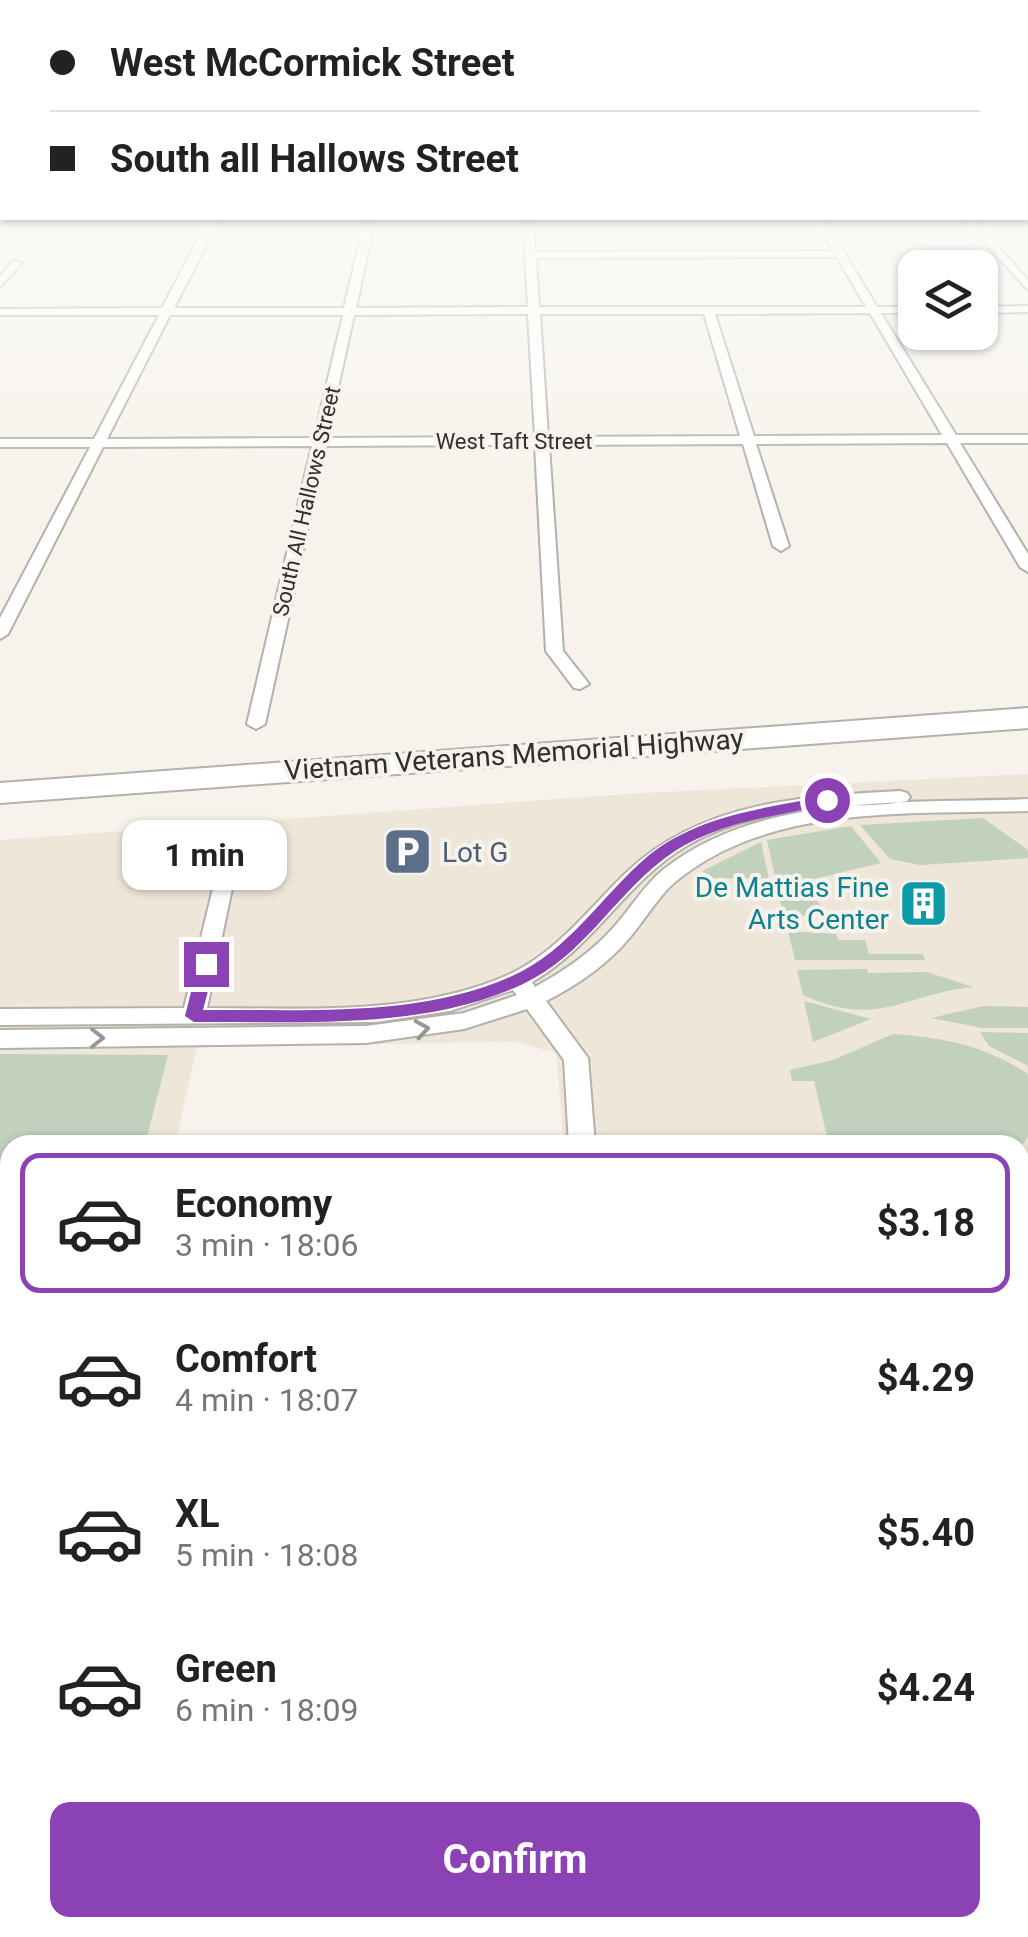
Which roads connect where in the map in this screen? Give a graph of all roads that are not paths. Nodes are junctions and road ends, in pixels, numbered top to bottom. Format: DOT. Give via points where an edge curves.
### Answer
graph roads {
  1 [pos="708,310"];
  2 [pos="874,310"];
  3 [pos="898,310"];
  4 [pos="349,311"];
  5 [pos="534,311"];
  6 [pos="0,312"];
  7 [pos="164,312"];
  8 [pos="952,439"];
  9 [pos="1028,439"];
  10 [pos="544,440"];
  11 [pos="748,440"];
  12 [pos="320,442"];
  13 [pos="0,443"];
  14 [pos="96,443"];
  15 [pos="780,546"];
  16 [pos="1028,566"];
  17 [pos="0,634"];
  18 [pos="580,684"];
  19 [pos="1028,718"];
  20 [pos="256,724"];
  21 [pos="1028,741"];
  22 [pos="232,773"];
  23 [pos="0,782"];
  24 [pos="1028,790"];
  25 [pos="0,793"];
  26 [pos="1028,805"];
  27 [pos="0,818"];
  28 [pos="228,860"];
  29 [pos="525,989"];
  30 [pos="0,1016"];
  31 [pos="194,1016"];
  32 [pos="0,1039"];
  33 [pos="581,1135"];
  1 -- 2 [label="street"];
  1 -- 5 [label="street"];
  1 -- 11 [label="street"];
  2 -- 3 [label="street"];
  2 -- 8 [label="street"];
  4 -- 5 [label="street"];
  4 -- 7 [label="street"];
  4 -- 12 [label="street, South All Hallows Street"];
  5 -- 10 [label="street"];
  6 -- 7 [label="street"];
  7 -- 14 [label="street"];
  8 -- 9 [label="street, West Taft Street"];
  8 -- 11 [label="street, West Taft Street"];
  8 -- 16 [label="street"];
  10 -- 11 [label="street, West Taft Street"];
  10 -- 12 [label="street, West Taft Street"];
  10 -- 18 [label="street" via="555,650"];
  11 -- 15 [label="street"];
  12 -- 14 [label="street, West Taft Street"];
  12 -- 20 [label="street, South All Hallows Street"];
  13 -- 14 [label="street, West Taft Street"];
  14 -- 17 [label="street"];
  19 -- 22 [label="highway, Vietnam Veterans Memorial Highway"];
  21 -- 27 [label="highway, Vietnam Veterans Memorial Highway"];
  22 -- 23 [label="highway"];
  22 -- 25 [label="highway, Vietnam Veterans Memorial Highway"];
  24 -- 29 [label="street" via="827,800 726,820 654,859"];
  26 -- 29 [label="street" via="839,816 727,840 670,875 599,954"];
  28 -- 31 [label="street"];
  29 -- 31 [label="street" via="398,1011"];
  32 -- 29 [label="street, one-way" via="400,1033 450,1025"];
  29 -- 33 [label="street" via="576,1058"];
  30 -- 31 [label="street"];
}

What you should do:
Without any pictures, retype the records above exactly.

Exercise response:
Which roads connect where in the map in this screen? Give a graph of all roads that are not paths. Nodes are junctions and road ends, in pixels, numbered top to bottom. Format: DOT. Give via points where an edge curves.
### Answer
graph roads {
  1 [pos="708,310"];
  2 [pos="874,310"];
  3 [pos="898,310"];
  4 [pos="349,311"];
  5 [pos="534,311"];
  6 [pos="0,312"];
  7 [pos="164,312"];
  8 [pos="952,439"];
  9 [pos="1028,439"];
  10 [pos="544,440"];
  11 [pos="748,440"];
  12 [pos="320,442"];
  13 [pos="0,443"];
  14 [pos="96,443"];
  15 [pos="780,546"];
  16 [pos="1028,566"];
  17 [pos="0,634"];
  18 [pos="580,684"];
  19 [pos="1028,718"];
  20 [pos="256,724"];
  21 [pos="1028,741"];
  22 [pos="232,773"];
  23 [pos="0,782"];
  24 [pos="1028,790"];
  25 [pos="0,793"];
  26 [pos="1028,805"];
  27 [pos="0,818"];
  28 [pos="228,860"];
  29 [pos="525,989"];
  30 [pos="0,1016"];
  31 [pos="194,1016"];
  32 [pos="0,1039"];
  33 [pos="581,1135"];
  1 -- 2 [label="street"];
  1 -- 5 [label="street"];
  1 -- 11 [label="street"];
  2 -- 3 [label="street"];
  2 -- 8 [label="street"];
  4 -- 5 [label="street"];
  4 -- 7 [label="street"];
  4 -- 12 [label="street, South All Hallows Street"];
  5 -- 10 [label="street"];
  6 -- 7 [label="street"];
  7 -- 14 [label="street"];
  8 -- 9 [label="street, West Taft Street"];
  8 -- 11 [label="street, West Taft Street"];
  8 -- 16 [label="street"];
  10 -- 11 [label="street, West Taft Street"];
  10 -- 12 [label="street, West Taft Street"];
  10 -- 18 [label="street" via="555,650"];
  11 -- 15 [label="street"];
  12 -- 14 [label="street, West Taft Street"];
  12 -- 20 [label="street, South All Hallows Street"];
  13 -- 14 [label="street, West Taft Street"];
  14 -- 17 [label="street"];
  19 -- 22 [label="highway, Vietnam Veterans Memorial Highway"];
  21 -- 27 [label="highway, Vietnam Veterans Memorial Highway"];
  22 -- 23 [label="highway"];
  22 -- 25 [label="highway, Vietnam Veterans Memorial Highway"];
  24 -- 29 [label="street" via="827,800 726,820 654,859"];
  26 -- 29 [label="street" via="839,816 727,840 670,875 599,954"];
  28 -- 31 [label="street"];
  29 -- 31 [label="street" via="398,1011"];
  32 -- 29 [label="street, one-way" via="400,1033 450,1025"];
  29 -- 33 [label="street" via="576,1058"];
  30 -- 31 [label="street"];
}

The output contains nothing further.